South of Hilo (Puna District)
Lava Tree State Park: This hidden gem on Highway 132 is accessed by a 2/3 mile paved trail that loops beneath a canopy of photogenic monkeypod trees. Aptly named for the numerous lava stumps that formed when saturated trees were overrun by lava, cooling and hardening in place. Check out the wild orchids that decorate the loop’s back side.
Puna Coast: The coastline south of Hilo is almost entirely the product of Hawaii’s newest volcanic eruptions. Here decades of recent lava flows have overrun foliage to create a stark, rugged landscape that hasn’t had time to recover. Rather than the fine white coral sand found farther north in the Hawaiian Islands, the Big Island’s brand new “beaches” are largely comprised of rugged basalt rock, too new to have been smoothed by weather and surf.
Disturbed by an uneven but steep ocean floor just offshore, waves along the Puna Coast don’t gently roll and lap as they do through out much of Hawaii, they crash and explode. But the tourists’ loss is the photographers’ gain, with miles of violent surf, broken occasionally by reflective tide pools small pockets of black sand.
You can find nice photo opportunities at Alalanui Beach, Isaac Hale Park, and (my favorite) MacKenzie Park, but rather than target specific locations here, I often just drive Highway 137 (Kalapana-Kapoho Road) in search of photo opportunities.
West of Hilo
Thurston Lava Tube (Volcanoes National Park): Take the short, paved loop trail through a lush rainforest to walk through a tube that moved lava down the mountain just a few centuries ago.
Jaggar Museum (Volcanoes National Park): This is the best place to view and photograph Halemaumau Crater, the home of the current Kilauea eruption, nearly 34 years old and counting. Visit in daylight to view the constantly belching steam and gas plume rising from the crater a mile distant. As impressive as this plume is, the real show is at night, when the crater’s lava lake throbs orange, painting the clouds and caldera with its fiery glow.
A few tips
The locations cited here are the tip of the iceberg, to get you started.
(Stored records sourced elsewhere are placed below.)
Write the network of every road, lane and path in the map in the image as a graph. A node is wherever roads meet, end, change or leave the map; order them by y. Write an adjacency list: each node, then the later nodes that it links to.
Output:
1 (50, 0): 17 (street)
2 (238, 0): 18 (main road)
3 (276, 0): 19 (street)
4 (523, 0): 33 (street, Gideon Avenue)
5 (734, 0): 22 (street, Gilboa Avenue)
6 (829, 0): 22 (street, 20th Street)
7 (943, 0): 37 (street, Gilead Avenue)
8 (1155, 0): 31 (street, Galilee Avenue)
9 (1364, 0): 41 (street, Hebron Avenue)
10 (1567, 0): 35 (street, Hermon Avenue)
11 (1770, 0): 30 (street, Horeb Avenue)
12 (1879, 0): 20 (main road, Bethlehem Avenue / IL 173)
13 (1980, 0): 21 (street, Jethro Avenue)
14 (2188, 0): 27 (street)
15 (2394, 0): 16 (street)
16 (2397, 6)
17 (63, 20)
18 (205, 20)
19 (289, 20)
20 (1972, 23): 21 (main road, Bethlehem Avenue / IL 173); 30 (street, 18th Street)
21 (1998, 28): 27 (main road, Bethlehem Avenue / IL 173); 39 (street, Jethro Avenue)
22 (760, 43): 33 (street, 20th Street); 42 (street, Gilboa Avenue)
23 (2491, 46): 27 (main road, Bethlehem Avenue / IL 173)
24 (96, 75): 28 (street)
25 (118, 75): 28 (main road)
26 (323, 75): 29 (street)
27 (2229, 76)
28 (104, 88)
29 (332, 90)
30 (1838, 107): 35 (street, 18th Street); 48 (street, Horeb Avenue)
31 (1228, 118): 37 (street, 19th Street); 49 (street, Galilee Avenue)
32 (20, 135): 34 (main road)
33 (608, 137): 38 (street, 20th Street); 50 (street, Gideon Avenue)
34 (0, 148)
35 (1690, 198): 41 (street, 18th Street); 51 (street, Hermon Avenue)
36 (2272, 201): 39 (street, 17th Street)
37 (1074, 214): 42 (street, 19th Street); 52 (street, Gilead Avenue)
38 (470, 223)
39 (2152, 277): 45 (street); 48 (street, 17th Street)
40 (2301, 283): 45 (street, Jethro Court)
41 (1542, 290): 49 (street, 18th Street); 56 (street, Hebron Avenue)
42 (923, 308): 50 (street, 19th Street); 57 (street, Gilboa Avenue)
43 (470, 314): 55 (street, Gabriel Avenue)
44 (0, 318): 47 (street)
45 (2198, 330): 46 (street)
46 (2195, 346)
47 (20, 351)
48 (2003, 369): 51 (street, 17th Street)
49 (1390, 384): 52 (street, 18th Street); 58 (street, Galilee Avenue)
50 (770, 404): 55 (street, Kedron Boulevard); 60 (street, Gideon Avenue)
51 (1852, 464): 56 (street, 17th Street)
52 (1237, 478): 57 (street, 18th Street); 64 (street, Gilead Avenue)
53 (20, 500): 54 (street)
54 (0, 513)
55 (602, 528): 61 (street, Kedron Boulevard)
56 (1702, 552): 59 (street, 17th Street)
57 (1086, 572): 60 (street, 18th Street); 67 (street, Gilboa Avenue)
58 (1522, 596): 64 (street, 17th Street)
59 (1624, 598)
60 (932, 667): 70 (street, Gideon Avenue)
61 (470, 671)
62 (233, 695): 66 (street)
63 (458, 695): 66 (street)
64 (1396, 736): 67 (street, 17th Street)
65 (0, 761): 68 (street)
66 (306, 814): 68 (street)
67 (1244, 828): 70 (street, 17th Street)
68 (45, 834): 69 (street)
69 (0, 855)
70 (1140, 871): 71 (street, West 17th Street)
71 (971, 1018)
But whether you concentrate on my suggestions or venture out in search of your own favorite spots, there are few things you can do to maximize your results.
- Prepare to photograph in the rain. Though much of the Big Island’s rain falls overnight, you can encounter a downpour at any time. My umbrella is with me at all times, but since Hawaii is so warm, I usually just wear a swimsuit and tank-top and don’t even think about keeping myself dry. Because Hawaii’s frequent showers often don’t include wind, with an umbrella and my tripod, I can shoot and keep my camera dry with relative ease.
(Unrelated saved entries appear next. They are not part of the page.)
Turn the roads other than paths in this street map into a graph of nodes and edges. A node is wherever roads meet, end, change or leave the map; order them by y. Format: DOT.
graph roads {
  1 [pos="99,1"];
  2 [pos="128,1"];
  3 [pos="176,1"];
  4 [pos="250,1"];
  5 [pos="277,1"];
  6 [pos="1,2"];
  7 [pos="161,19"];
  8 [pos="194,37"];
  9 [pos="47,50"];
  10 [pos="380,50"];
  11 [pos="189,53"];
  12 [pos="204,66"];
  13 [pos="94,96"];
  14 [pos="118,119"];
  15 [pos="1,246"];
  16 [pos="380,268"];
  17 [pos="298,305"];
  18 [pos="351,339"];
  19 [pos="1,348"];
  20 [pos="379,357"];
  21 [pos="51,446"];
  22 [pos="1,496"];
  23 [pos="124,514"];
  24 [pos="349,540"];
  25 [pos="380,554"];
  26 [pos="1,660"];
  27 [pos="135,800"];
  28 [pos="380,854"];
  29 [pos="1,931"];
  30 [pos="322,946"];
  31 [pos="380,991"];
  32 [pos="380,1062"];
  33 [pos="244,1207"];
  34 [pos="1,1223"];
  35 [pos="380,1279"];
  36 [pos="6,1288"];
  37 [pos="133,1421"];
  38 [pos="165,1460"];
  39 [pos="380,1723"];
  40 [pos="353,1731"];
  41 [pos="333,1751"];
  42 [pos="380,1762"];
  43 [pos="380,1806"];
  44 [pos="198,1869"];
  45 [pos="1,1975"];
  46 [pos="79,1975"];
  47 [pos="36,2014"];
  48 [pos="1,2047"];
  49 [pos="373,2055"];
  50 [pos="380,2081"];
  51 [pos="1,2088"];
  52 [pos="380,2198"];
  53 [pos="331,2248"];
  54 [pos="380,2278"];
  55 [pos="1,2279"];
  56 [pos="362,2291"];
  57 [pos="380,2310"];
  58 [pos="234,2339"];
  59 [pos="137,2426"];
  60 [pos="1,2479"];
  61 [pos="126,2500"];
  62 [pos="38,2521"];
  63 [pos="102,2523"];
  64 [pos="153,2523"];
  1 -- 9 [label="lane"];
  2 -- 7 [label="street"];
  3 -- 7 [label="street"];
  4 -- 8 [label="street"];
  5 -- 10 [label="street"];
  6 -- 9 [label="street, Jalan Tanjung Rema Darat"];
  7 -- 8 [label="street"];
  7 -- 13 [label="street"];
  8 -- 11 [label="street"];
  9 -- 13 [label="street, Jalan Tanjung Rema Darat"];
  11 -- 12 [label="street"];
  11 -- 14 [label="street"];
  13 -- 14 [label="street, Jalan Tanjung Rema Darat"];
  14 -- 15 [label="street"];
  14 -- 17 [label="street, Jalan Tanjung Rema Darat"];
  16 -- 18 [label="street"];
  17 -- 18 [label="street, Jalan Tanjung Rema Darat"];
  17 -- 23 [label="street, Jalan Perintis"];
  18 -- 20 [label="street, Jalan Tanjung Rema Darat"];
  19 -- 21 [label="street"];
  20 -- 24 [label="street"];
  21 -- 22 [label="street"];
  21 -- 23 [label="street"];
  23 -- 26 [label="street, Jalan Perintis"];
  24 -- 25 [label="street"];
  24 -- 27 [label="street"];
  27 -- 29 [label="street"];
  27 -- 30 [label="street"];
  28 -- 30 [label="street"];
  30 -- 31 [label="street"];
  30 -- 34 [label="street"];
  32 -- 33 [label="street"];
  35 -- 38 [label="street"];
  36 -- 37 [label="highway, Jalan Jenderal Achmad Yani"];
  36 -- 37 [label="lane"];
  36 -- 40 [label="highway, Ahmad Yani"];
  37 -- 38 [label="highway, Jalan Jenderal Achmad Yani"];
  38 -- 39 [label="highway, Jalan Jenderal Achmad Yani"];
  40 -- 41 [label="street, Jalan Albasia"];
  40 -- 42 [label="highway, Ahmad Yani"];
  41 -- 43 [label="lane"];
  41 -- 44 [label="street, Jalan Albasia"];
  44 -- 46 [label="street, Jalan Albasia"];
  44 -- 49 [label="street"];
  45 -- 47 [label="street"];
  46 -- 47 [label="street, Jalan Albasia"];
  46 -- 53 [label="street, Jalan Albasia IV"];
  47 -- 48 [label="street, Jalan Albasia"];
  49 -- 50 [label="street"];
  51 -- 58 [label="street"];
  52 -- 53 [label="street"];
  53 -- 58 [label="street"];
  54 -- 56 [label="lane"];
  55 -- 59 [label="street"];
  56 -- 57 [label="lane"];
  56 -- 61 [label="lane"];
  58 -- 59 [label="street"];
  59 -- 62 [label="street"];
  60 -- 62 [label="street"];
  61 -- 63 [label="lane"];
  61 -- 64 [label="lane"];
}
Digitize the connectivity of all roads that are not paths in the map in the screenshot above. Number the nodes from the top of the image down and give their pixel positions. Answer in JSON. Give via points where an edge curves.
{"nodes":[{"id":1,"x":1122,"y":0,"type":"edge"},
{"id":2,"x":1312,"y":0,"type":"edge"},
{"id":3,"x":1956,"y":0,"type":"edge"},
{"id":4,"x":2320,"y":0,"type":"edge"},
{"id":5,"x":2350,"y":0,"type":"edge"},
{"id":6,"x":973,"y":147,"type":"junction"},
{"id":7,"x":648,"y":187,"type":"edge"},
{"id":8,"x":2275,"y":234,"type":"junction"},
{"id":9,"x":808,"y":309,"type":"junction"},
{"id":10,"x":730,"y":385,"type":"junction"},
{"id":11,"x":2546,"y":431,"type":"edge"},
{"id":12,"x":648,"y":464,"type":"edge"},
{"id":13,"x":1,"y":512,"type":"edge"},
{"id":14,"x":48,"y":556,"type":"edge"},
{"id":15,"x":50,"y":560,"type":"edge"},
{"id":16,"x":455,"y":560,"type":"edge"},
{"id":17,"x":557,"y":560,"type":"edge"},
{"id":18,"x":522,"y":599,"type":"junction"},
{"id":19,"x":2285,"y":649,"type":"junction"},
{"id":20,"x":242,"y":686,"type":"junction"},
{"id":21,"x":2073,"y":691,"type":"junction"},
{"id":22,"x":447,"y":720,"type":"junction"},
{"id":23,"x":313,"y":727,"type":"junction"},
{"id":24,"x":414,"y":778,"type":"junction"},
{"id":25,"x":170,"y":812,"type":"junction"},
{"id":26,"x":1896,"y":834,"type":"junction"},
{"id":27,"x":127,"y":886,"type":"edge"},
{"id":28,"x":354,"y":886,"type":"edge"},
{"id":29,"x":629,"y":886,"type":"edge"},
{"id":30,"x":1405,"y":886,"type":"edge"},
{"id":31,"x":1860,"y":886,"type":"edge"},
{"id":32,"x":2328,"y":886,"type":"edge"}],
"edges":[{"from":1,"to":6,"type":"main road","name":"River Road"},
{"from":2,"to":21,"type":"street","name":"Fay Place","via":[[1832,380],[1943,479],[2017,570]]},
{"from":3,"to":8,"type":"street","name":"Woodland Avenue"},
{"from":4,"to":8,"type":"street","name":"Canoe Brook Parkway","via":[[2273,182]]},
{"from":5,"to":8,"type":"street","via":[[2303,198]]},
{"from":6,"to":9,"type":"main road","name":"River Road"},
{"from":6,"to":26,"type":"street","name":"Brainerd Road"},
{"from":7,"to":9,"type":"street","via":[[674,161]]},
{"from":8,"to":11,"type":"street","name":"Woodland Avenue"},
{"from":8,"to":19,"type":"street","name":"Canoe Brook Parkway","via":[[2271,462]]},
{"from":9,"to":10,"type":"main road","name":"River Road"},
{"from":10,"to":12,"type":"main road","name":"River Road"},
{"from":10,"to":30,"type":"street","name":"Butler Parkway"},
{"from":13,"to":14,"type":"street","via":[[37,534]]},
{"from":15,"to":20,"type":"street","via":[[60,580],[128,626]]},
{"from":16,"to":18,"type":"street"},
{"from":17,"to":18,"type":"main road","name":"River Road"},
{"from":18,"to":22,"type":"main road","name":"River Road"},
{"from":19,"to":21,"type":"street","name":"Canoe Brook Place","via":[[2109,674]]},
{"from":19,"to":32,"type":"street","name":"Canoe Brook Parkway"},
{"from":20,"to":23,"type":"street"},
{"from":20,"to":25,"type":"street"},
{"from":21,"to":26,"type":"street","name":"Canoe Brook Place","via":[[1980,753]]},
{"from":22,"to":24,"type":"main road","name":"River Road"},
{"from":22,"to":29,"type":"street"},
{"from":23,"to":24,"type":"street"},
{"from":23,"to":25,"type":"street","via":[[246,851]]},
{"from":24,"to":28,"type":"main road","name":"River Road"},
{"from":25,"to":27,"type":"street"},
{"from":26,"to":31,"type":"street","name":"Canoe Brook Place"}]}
- Rainbows are frequent and can appear suddenly if you’re not paying attention. On each visit to Hawaii I make note of the “rainbow zone,” the time when the sun is low enough (42 degrees or less) to make a rainbow—depending on the time of year, that’s roughly from sunrise through mid-morning, and again from late afternoon through sunset. And upon arrival at every location I check the direction my shadow points (or would point if the sun were to come out)—that’s where a rainbow will be if sunlight finds the rain.
- Check with the folks at Volcanoes National Park to see if or where the lava is flowing.
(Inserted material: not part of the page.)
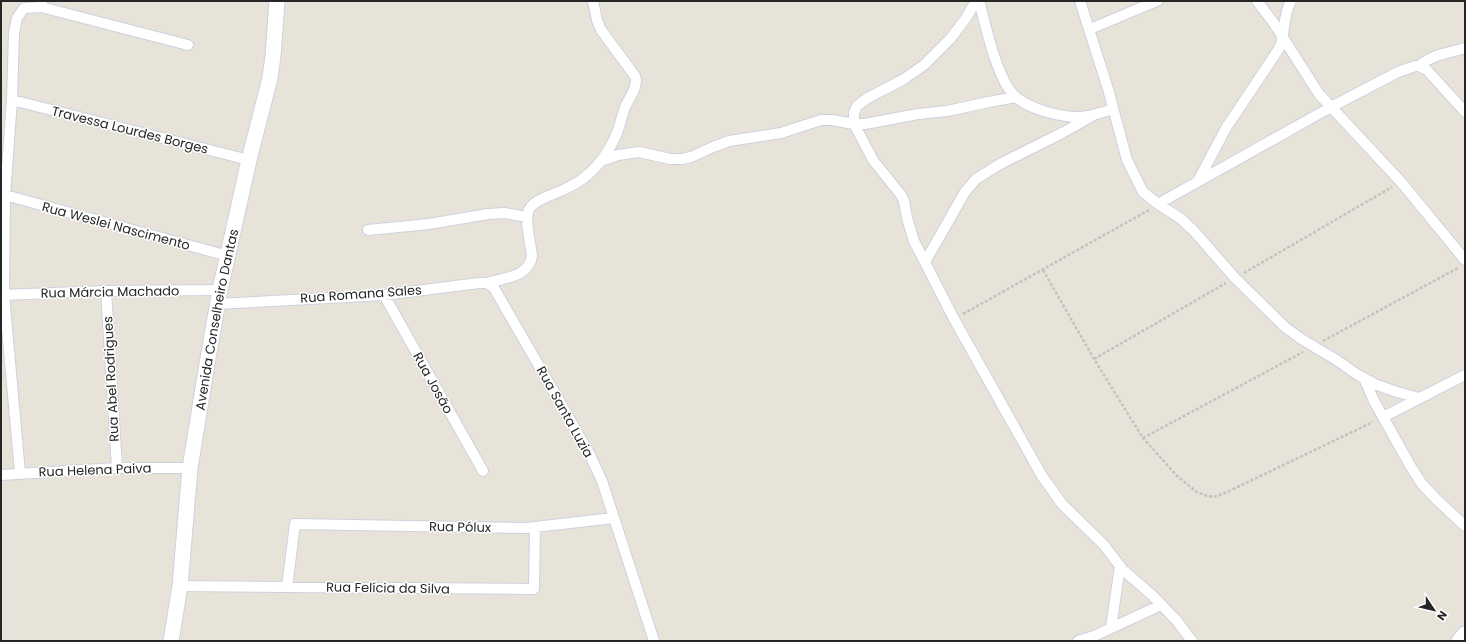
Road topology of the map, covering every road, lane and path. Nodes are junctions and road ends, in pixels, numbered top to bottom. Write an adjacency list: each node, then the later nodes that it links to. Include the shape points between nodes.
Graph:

- No photography trip to Hawaii is complete without photographing the caldera at night. It can be breezy there, so you’ll want to make sure your tripod can handle long exposures in a breeze. And on moonless nights from mid-spring through mid-autumn, it’s possible to photograph the Milky Way above the caldera. The timing and location varies with the date, so you’ll need to determine when Sagittarius rises and identify the vantage point that aligns the Milky Way and caldera on the days of your visit.